Are you testing your online messages? Your ads? Your post-click experiences?

Without testing, we leave conversions on the table. Because testing allows you to incrementally improve your response and conversion rate. Higher, higher and hopefully even higher.

We need to test, we must test, and sometimes, our tests even end up proving our assumptions wrong.  But how do you choose the most effective method for your business?

You probably hear a lot about multivariate testing and A/B testing.  Both have their place, so you just need to determine which is right for your business.

Here are a few pointers to get you thinking:

Product: MVT is great for a retail site experience. If you are selling $20 widgets, then MVT may be a good fit. It will let you test various elements on a page of your site (such as the checkout page).  If you have a complex, high-ticket sale, A/B might be a better way to go, because it lets you test post-click experiences, rather than just pages.

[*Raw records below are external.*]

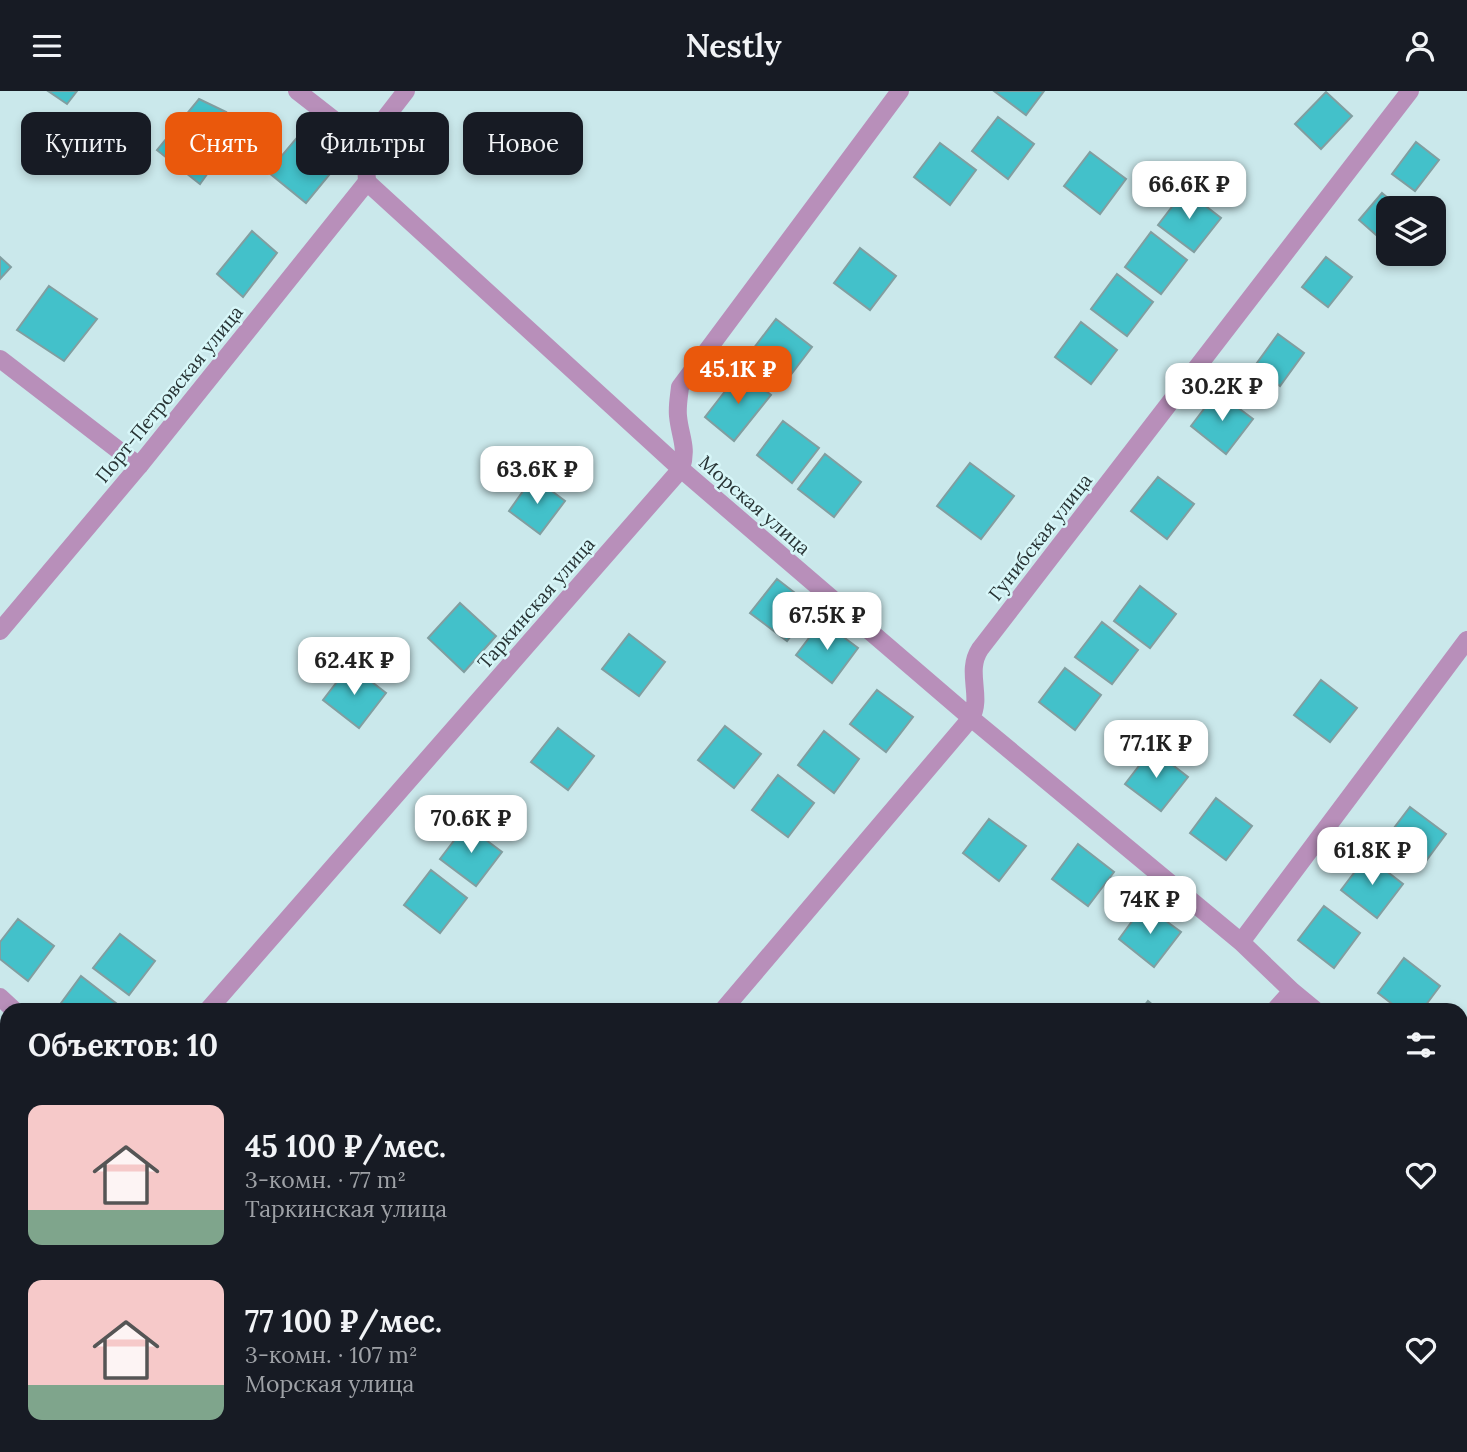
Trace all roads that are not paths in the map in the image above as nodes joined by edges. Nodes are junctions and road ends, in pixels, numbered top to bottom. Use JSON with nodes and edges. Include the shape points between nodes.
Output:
{"nodes":[{"id":1,"x":297,"y":91,"type":"edge"},
{"id":2,"x":406,"y":91,"type":"edge"},
{"id":3,"x":900,"y":91,"type":"edge"},
{"id":4,"x":1410,"y":91,"type":"edge"},
{"id":5,"x":324,"y":112,"type":"edge"},
{"id":6,"x":390,"y":112,"type":"edge"},
{"id":7,"x":367,"y":175,"type":"edge"},
{"id":8,"x":367,"y":182,"type":"junction"},
{"id":9,"x":0,"y":359,"type":"edge"},
{"id":10,"x":139,"y":466,"type":"junction"},
{"id":11,"x":681,"y":469,"type":"junction"},
{"id":12,"x":0,"y":631,"type":"edge"},
{"id":13,"x":1467,"y":640,"type":"edge"},
{"id":14,"x":971,"y":718,"type":"junction"},
{"id":15,"x":1241,"y":942,"type":"junction"},
{"id":16,"x":1292,"y":991,"type":"junction"},
{"id":17,"x":214,"y":1003,"type":"edge"},
{"id":18,"x":729,"y":1003,"type":"edge"},
{"id":19,"x":1281,"y":1003,"type":"edge"},
{"id":20,"x":1307,"y":1003,"type":"edge"}],
"edges":[{"from":1,"to":5,"type":"street"},
{"from":2,"to":6,"type":"street"},
{"from":3,"to":11,"type":"street","via":[[680,387],[678,417],[685,457]]},
{"from":4,"to":14,"type":"street","name":"Гунибская улица","via":[[975,656]]},
{"from":7,"to":8,"type":"street"},
{"from":8,"to":10,"type":"street","name":"Порт-Петровская улица"},
{"from":8,"to":11,"type":"street","name":"Морская улица"},
{"from":9,"to":10,"type":"street"},
{"from":10,"to":12,"type":"street","name":"Порт-Петровская улица"},
{"from":11,"to":14,"type":"street","name":"Морская улица"},
{"from":11,"to":17,"type":"street","name":"Таркинская улица"},
{"from":13,"to":15,"type":"street"},
{"from":14,"to":15,"type":"street","name":"Морская улица"},
{"from":14,"to":18,"type":"street"},
{"from":15,"to":16,"type":"street","name":"Морская улица"},
{"from":16,"to":19,"type":"street"},
{"from":16,"to":20,"type":"street","name":"Морская улица"}]}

Traffic: You need a lot of traffic to really get the most out of an MVT investment. If you have a high volumne of traffic, and are a retail site, MVT is starting to look pretty good. However, if your traffic is lower, perhaps more targeted, and your sale complex, you should be leaning towards A/B, which lets you test experiences (apples and oranges even) against each other and get fast results with lower traffic volume.

Conversion:
What is a conversion for you? If it is a check out in your shopping cart, then MVT might a good way to test the elements of your shopping cart pages to see what the best mix is to increase sales. But A/B is just as good for testing conversions (that's the whole point, right?), especially in the apples to oranges type of tests, or in the lower traffic/complex lead gen environment.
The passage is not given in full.